Wer teilt, gewinnt

In einer Zeit, in der die Tage zusehens kürzer werden, häufen sich ungewöhnliche Lichterscheinungen auf den Straßen. Was haben diese Erscheinungen mit religiösem Brauchtum zu tun und was verraten sie über die christliche Botschaft?

Am 11. November gedenkt die Kirche des heiligen Martin

Es ist ein in vielerlei Hinsicht besonderes Fest. Schon die Art und Weise, wie es sich ankündigt, ist ungewöhnlich: Etwa zu der Zeit, wenn einem unweigerlich klar wird, dass die Tage kürzer und kälter geworden sind - in einem mithin eher betrüblichen Moment - etwa zu dieser Zeit also, beginnen sich auf den Straßen und Wegen ungewöhnliche Lichterscheinungen zu häufen. In der zunehmenden Dunkelheit tauchen immer öfter bunte Lichtreflexe auf, die sich schon bald als Martinszüge entpuppen. In einer Heimeligkeit, als seien sie just einem Ali-Mitgutsch-Band entstiegen, schwenken die zumeist kleinen Träger ihre selbstgebastelten Laternen durch die Dämmerung.
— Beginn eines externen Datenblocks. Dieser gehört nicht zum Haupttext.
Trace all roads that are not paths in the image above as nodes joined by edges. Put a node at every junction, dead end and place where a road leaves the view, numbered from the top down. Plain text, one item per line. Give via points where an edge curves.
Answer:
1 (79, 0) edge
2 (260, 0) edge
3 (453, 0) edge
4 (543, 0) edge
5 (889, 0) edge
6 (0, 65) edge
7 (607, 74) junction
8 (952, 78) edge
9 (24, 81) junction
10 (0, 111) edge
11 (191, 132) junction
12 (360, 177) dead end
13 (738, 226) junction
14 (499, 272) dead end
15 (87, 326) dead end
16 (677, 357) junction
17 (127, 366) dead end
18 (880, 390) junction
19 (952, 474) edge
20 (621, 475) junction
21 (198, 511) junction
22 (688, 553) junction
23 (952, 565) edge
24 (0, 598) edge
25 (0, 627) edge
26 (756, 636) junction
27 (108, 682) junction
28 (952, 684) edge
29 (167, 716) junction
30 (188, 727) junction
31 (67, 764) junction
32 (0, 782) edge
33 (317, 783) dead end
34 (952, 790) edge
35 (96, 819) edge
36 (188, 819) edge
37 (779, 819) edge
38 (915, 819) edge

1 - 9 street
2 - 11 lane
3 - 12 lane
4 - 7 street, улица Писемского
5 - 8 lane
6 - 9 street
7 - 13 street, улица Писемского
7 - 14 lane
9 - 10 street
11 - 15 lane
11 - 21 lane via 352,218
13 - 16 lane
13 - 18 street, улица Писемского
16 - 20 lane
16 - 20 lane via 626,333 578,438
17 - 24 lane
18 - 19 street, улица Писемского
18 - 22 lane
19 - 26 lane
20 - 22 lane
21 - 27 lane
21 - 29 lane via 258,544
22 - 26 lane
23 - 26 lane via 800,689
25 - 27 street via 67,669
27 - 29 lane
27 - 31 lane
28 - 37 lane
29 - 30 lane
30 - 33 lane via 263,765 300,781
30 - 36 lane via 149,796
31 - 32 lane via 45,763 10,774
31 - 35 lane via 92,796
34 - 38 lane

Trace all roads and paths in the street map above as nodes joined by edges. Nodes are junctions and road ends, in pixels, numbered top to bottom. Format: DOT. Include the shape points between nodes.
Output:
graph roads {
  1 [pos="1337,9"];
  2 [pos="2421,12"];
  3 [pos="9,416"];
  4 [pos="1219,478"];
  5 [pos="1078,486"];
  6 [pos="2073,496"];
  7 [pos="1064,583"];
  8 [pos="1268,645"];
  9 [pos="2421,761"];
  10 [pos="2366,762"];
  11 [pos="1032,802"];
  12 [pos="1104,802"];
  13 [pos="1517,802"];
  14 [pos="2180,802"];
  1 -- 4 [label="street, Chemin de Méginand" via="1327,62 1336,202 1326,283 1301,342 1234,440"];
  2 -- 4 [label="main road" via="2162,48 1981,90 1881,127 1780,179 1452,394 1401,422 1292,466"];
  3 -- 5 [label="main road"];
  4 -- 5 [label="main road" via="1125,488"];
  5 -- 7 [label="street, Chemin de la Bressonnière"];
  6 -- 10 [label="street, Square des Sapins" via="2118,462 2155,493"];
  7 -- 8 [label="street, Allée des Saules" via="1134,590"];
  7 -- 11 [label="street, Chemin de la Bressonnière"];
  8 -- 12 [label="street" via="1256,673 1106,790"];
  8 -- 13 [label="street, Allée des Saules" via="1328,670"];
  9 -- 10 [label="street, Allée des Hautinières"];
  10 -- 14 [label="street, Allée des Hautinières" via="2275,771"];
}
"Die Lichterumzüge haben ihr Vorbild in der liturgischen Lichterprozession während der ersten Vesper am Vorabend eines hohen Feiertages", weiß der Brauchtumsexperte Manfred Becker-Huberti. Zum Teil ersetzen die Laternenumzüge die ebenfalls zu dieser Zeit üblichen Martinsfeuer. Sie werden oft mit der Geschichte der Mantelteilung verbunden. In einem Winter um das Jahr 334 erbarmte sich demnach ein junger Offizier der kaiserlichen Garde eines Bettlers vor dem Stadttor von Amiens. Er teilte seinen Mantel und gab eine Hälfte dem Armen. Die Erzählung ist der eigentliche Anknüpfungspunkt zu dem Heiligen, dessen Gedenktag der 11. November ist: Martin von Tours.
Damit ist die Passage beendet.